In the field of parameterized complexity, the main topic of interest is to make normally hard problems more tractable. A problem is in the complexity class FPT (fixed-parameter tractable) if it permits an algorithm with a running time bounded by $f(k) \cdot \text{poly}(n)$, where $n$ is the conventional input size and $k$ is some defined parameter of the input. The consequence of a problem being in FPT, is that it can be solved in polynomial time if the parameter is fixed, despite the problem being NP-hard generally. Many different parameters can be considered for fixed-parameter tractability: usually, this is a natural parameter arising from the problem formulation, such as the weight of a Steiner tree or the size of a dominating set, in their respective problems. Other parameters may be, for example, the output size, structural properties of an input graph (eg. treewidth).

A particularly interesting parameter is the face cover number, on problems whose input consists of a planar graph $G$ and a set of terminal vertices $K \subseteq V(G)$. The face cover number of such an input is then the minimum number of faces needed in a planar embedding of $G$, such that every terminal in $K$ is incident on at least one of those faces. While FPT graph problems already tend to perform better on planar graphs, this parameterization can create a further improvement for certain instances, where many terminals are incident on few faces.

Two problems are discussed in this thesis. Firstly, the Disjoint Paths problem is considered, which asks for a set of pairwise vertex-disjoint paths between given pairs of terminals in a graph. While it is a classically (very) hard problem, it has been shown to be fixed-parameter tractable.

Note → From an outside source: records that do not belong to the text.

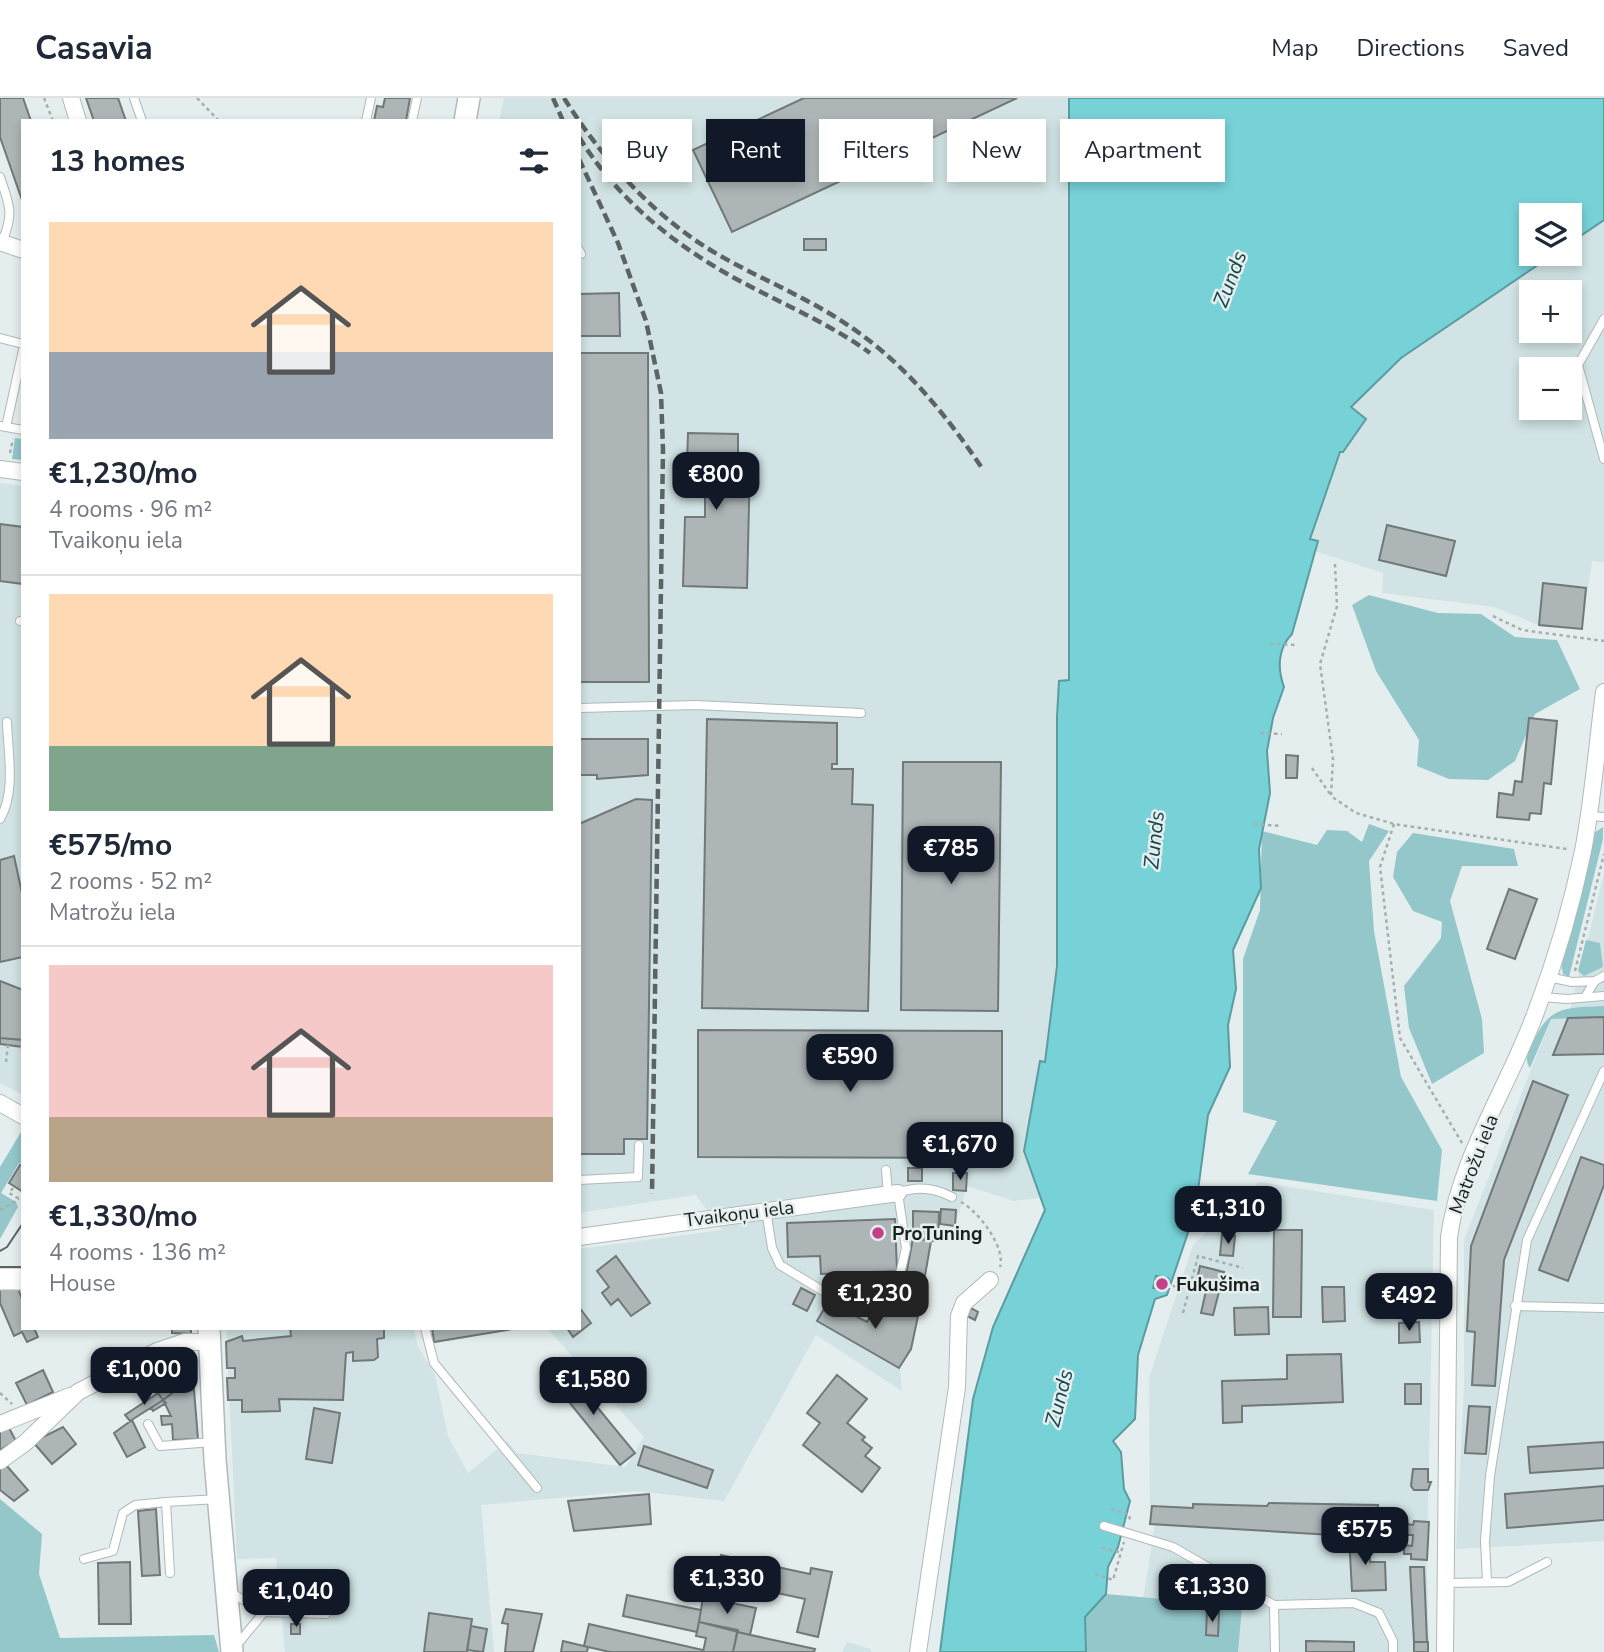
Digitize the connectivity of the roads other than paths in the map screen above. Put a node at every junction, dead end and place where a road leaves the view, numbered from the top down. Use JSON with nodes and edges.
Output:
{"nodes":[{"id":1,"x":71,"y":98,"type":"edge"},
{"id":2,"x":134,"y":98,"type":"edge"},
{"id":3,"x":371,"y":98,"type":"edge"},
{"id":4,"x":417,"y":98,"type":"edge"},
{"id":5,"x":469,"y":98,"type":"edge"},
{"id":6,"x":77,"y":119,"type":"edge"},
{"id":7,"x":141,"y":119,"type":"edge"},
{"id":8,"x":366,"y":119,"type":"edge"},
{"id":9,"x":412,"y":119,"type":"edge"},
{"id":10,"x":466,"y":119,"type":"edge"},
{"id":11,"x":0,"y":177,"type":"edge"},
{"id":12,"x":1,"y":242,"type":"edge"},
{"id":13,"x":21,"y":249,"type":"edge"},
{"id":14,"x":1604,"y":319,"type":"edge"},
{"id":15,"x":0,"y":338,"type":"edge"},
{"id":16,"x":21,"y":343,"type":"edge"},
{"id":17,"x":21,"y":359,"type":"edge"},
{"id":18,"x":6,"y":427,"type":"edge"},
{"id":19,"x":1604,"y":459,"type":"edge"},
{"id":20,"x":1604,"y":692,"type":"edge"},
{"id":21,"x":581,"y":708,"type":"edge"},
{"id":22,"x":861,"y":713,"type":"dead end"},
{"id":23,"x":7,"y":722,"type":"dead end"},
{"id":24,"x":1596,"y":816,"type":"edge"},
{"id":25,"x":0,"y":820,"type":"edge"},
{"id":26,"x":1604,"y":976,"type":"edge"},
{"id":27,"x":1548,"y":977,"type":"junction"},
{"id":28,"x":1595,"y":981,"type":"junction"},
{"id":29,"x":1604,"y":996,"type":"edge"},
{"id":30,"x":1542,"y":997,"type":"junction"},
{"id":31,"x":1585,"y":997,"type":"junction"},
{"id":32,"x":1604,"y":1071,"type":"edge"},
{"id":33,"x":0,"y":1103,"type":"edge"},
{"id":34,"x":21,"y":1115,"type":"edge"},
{"id":35,"x":639,"y":1145,"type":"dead end"},
{"id":36,"x":886,"y":1170,"type":"dead end"},
{"id":37,"x":581,"y":1180,"type":"edge"},
{"id":38,"x":893,"y":1193,"type":"junction"},
{"id":39,"x":952,"y":1197,"type":"road end"},
{"id":40,"x":766,"y":1210,"type":"junction"},
{"id":41,"x":581,"y":1237,"type":"edge"},
{"id":42,"x":0,"y":1279,"type":"edge"},
{"id":43,"x":21,"y":1279,"type":"edge"},
{"id":44,"x":990,"y":1280,"type":"road end"},
{"id":45,"x":1515,"y":1306,"type":"junction"},
{"id":46,"x":1604,"y":1308,"type":"edge"},
{"id":47,"x":426,"y":1330,"type":"edge"},
{"id":48,"x":209,"y":1335,"type":"edge"},
{"id":49,"x":78,"y":1392,"type":"junction"},
{"id":50,"x":0,"y":1424,"type":"edge"},
{"id":51,"x":148,"y":1424,"type":"dead end"},
{"id":52,"x":213,"y":1443,"type":"junction"},
{"id":53,"x":0,"y":1461,"type":"edge"},
{"id":54,"x":537,"y":1488,"type":"dead end"},
{"id":55,"x":218,"y":1499,"type":"junction"},
{"id":56,"x":166,"y":1502,"type":"junction"},
{"id":57,"x":1104,"y":1526,"type":"dead end"},
{"id":58,"x":84,"y":1559,"type":"dead end"},
{"id":59,"x":1547,"y":1562,"type":"dead end"},
{"id":60,"x":170,"y":1573,"type":"dead end"},
{"id":61,"x":1488,"y":1582,"type":"junction"},
{"id":62,"x":1446,"y":1583,"type":"junction"},
{"id":63,"x":225,"y":1589,"type":"junction"},
{"id":64,"x":1274,"y":1605,"type":"junction"},
{"id":65,"x":264,"y":1612,"type":"junction"},
{"id":66,"x":326,"y":1614,"type":"dead end"},
{"id":67,"x":232,"y":1652,"type":"edge"},
{"id":68,"x":918,"y":1652,"type":"edge"},
{"id":69,"x":1275,"y":1652,"type":"edge"},
{"id":70,"x":1394,"y":1652,"type":"edge"},
{"id":71,"x":1445,"y":1652,"type":"edge"}],
"edges":[{"from":1,"to":6,"type":"street"},
{"from":2,"to":7,"type":"lane"},
{"from":3,"to":8,"type":"lane"},
{"from":4,"to":9,"type":"lane"},
{"from":5,"to":10,"type":"main road"},
{"from":11,"to":12,"type":"lane"},
{"from":12,"to":13,"type":"street"},
{"from":14,"to":19,"type":"lane"},
{"from":15,"to":16,"type":"lane"},
{"from":17,"to":18,"type":"lane"},
{"from":20,"to":24,"type":"street","name":"Matrožu iela"},
{"from":21,"to":22,"type":"lane"},
{"from":23,"to":25,"type":"lane"},
{"from":24,"to":27,"type":"street","name":"Matrožu iela"},
{"from":26,"to":28,"type":"lane"},
{"from":27,"to":28,"type":"lane"},
{"from":27,"to":30,"type":"street","name":"Matrožu iela"},
{"from":28,"to":31,"type":"lane"},
{"from":29,"to":31,"type":"lane"},
{"from":30,"to":31,"type":"lane"},
{"from":30,"to":62,"type":"street","name":"Matrožu iela"},
{"from":32,"to":45,"type":"lane"},
{"from":33,"to":34,"type":"street"},
{"from":35,"to":37,"type":"lane"},
{"from":36,"to":38,"type":"lane"},
{"from":38,"to":39,"type":"lane"},
{"from":38,"to":40,"type":"street","name":"Tvaikoņu iela"},
{"from":38,"to":40,"type":"lane"},
{"from":40,"to":41,"type":"street","name":"Tvaikoņu iela"},
{"from":42,"to":43,"type":"main road"},
{"from":44,"to":68,"type":"street"},
{"from":45,"to":46,"type":"lane"},
{"from":45,"to":61,"type":"lane"},
{"from":47,"to":54,"type":"lane"},
{"from":48,"to":49,"type":"street"},
{"from":48,"to":52,"type":"main road"},
{"from":49,"to":50,"type":"street"},
{"from":49,"to":53,"type":"street"},
{"from":51,"to":52,"type":"lane"},
{"from":52,"to":55,"type":"main road"},
{"from":55,"to":56,"type":"lane"},
{"from":55,"to":63,"type":"main road"},
{"from":56,"to":58,"type":"lane"},
{"from":56,"to":60,"type":"lane"},
{"from":57,"to":64,"type":"lane"},
{"from":59,"to":61,"type":"lane"},
{"from":61,"to":62,"type":"lane"},
{"from":62,"to":71,"type":"street","name":"Matrožu iela"},
{"from":63,"to":65,"type":"lane"},
{"from":63,"to":67,"type":"main road"},
{"from":64,"to":69,"type":"lane"},
{"from":64,"to":70,"type":"lane"},
{"from":65,"to":66,"type":"lane"},
{"from":65,"to":67,"type":"lane"}]}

Different approaches to solving the problem are discussed, ending with a parameterization by the face cover number. The second considered problem is that of Directed Steiner Tree, which asks for a directed subtree of minimum weight in a graph, that connects all given terminals. The classic Dreyfus-Wagner algorithm for Steiner Tree is discussed, and it is shown that it can be modified for both the directed variant and one parameterized by the face cover number (and both). Next, a $2^{O(k)} \cdot n^{O(\sqrt{k})}$ algorithm by Kisfaludi-Bak et al. is explained, parameterized by the face cover number, and adapted to directed graphs.